“Jigsaw” Review ✦✦✦✧✧

27 October, 2017

Directors: Michael SpierigPeter Spierig
Screenwriters: Pete GoldfingerJosh Stolberg
Director of Photography: Ben Nott
Matt PassmoreTobin BellCallum Keith Rennie

Synopsis: Police hunt a copycat killer fascinated by the long deceased Jigsaw whose legacy lives on for those interested in his sadistic games of life or death.

Jigsaw Review:

A film made for a low audience bracket but one that excites and delights its pre-existing fan base with back-to-back thrills, gore, and a trail of blood leading to a potentially new suspect, “Jigsaw” is audience-rousing horror at its most wonderfully abhorrent, inducing laughter and groans in equal measure as grave errors in judgement produce the most gruesome of injuries. Exactly what one might expect from a “Saw” movie and chock-a-block with twists, turns, and idiotic characters, the film underscores the dangers of impulsive thinking, making an example out of its unwilling participants while ensuring that its viewers’ relationship with them remains on a surface level.

Benefitting greatly from a couple of startling plot twists, “Jigsaw” gives fans the jaw-drops they signed up for, overcoming its lack of charisma with unexpected revelatory moments turning the film’s entire narrational set-up on its head. Opening trap doors within doors as it burrows down into the butcher’s rabbit hole, the movie effortlessly becomes another crowd-pleaser in a franchise reliant on unsophisticated and often humorous appeal, lacking the joys of an original concept yet accepting its place as second-rate homage to an unforgettable cult classic.

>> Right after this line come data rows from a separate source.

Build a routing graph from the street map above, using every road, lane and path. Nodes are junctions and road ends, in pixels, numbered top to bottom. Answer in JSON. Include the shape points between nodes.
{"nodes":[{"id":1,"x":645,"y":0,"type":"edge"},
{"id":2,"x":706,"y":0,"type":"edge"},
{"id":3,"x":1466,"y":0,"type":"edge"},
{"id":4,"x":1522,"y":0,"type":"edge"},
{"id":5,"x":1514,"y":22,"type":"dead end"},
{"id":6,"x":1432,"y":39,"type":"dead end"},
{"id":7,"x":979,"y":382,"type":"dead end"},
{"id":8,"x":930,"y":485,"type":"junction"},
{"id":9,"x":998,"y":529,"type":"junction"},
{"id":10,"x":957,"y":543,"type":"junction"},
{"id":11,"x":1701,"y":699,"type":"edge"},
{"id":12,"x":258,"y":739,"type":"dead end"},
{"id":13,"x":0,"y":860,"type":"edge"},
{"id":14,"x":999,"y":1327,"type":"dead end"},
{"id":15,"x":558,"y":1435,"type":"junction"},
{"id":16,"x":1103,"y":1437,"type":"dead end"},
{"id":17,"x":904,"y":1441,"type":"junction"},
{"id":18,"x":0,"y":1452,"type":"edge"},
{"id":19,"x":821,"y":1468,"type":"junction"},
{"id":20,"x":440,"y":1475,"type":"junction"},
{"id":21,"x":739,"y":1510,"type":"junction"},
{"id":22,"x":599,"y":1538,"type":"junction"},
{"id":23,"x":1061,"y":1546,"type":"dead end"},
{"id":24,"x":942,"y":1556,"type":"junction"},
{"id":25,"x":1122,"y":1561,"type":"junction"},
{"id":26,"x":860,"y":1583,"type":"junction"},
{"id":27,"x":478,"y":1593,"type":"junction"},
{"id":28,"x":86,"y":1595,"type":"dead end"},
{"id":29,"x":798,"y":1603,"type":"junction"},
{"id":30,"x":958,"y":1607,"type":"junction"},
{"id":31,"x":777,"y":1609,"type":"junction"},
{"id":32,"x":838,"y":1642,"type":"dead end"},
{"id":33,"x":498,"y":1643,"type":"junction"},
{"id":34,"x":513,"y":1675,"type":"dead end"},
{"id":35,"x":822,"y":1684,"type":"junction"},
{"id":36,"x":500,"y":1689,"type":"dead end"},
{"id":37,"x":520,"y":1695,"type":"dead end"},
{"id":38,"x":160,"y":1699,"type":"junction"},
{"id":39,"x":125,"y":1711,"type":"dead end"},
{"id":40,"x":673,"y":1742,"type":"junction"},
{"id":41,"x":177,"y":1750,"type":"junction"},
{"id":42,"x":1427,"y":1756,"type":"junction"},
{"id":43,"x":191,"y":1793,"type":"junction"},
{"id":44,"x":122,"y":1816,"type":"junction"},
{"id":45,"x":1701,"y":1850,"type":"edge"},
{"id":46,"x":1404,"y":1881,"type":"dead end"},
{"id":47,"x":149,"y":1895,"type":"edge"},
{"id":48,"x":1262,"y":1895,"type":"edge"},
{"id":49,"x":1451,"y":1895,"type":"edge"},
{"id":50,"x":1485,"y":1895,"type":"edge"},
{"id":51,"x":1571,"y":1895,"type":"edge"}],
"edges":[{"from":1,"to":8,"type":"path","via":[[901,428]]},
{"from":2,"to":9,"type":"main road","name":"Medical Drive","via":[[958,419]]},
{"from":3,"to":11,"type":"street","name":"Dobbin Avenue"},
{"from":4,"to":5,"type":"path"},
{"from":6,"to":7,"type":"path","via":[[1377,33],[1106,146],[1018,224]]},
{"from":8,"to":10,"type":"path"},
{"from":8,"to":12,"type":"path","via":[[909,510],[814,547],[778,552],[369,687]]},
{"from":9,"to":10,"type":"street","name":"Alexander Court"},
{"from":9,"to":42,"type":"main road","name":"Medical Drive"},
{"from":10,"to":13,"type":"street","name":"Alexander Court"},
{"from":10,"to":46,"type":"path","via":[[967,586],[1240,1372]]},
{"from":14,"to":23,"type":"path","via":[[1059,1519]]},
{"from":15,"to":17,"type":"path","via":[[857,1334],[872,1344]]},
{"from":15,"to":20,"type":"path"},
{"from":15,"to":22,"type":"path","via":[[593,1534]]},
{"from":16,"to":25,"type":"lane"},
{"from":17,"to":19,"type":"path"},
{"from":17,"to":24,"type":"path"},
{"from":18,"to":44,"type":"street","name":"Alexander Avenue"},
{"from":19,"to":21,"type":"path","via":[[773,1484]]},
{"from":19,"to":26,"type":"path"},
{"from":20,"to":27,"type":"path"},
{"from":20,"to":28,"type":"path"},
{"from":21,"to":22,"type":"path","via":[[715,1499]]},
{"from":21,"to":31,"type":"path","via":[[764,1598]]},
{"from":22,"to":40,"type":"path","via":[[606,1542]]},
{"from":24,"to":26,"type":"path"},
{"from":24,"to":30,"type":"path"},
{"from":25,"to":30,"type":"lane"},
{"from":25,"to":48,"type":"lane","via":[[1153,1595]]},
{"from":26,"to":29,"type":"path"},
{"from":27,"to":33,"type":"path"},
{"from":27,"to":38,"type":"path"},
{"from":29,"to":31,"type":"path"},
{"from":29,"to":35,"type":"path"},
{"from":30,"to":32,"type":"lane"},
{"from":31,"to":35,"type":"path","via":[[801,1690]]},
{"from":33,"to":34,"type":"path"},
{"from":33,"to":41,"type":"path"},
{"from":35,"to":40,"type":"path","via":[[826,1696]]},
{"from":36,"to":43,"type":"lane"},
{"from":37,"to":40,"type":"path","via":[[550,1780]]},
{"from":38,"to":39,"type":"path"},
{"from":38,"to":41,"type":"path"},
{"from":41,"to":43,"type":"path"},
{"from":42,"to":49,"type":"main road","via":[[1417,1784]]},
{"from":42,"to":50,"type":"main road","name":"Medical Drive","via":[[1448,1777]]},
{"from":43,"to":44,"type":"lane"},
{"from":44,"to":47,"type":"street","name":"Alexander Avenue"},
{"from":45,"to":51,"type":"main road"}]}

Paracinematic silliness without the care and attention that comes with a serious work of art, “Jigsaw” misses out on the true suffering of the early “Saw” movies, suggesting in a rather blasé manner that communication isn’t affected by a severe injury which would leave most fighting for their life. Paling in comparison to the series’ finest but coming out strong when stacked up against seven movies of varying quality, “Jigsaw” recycles the iconic ‘Hello Zepp’ theme with pride, grabbing some popcorn along the way as it sits down to admire itself as a work of unnecessary yet riveting fan-fiction. If this is the death of cinema then count me in for the apocalypse.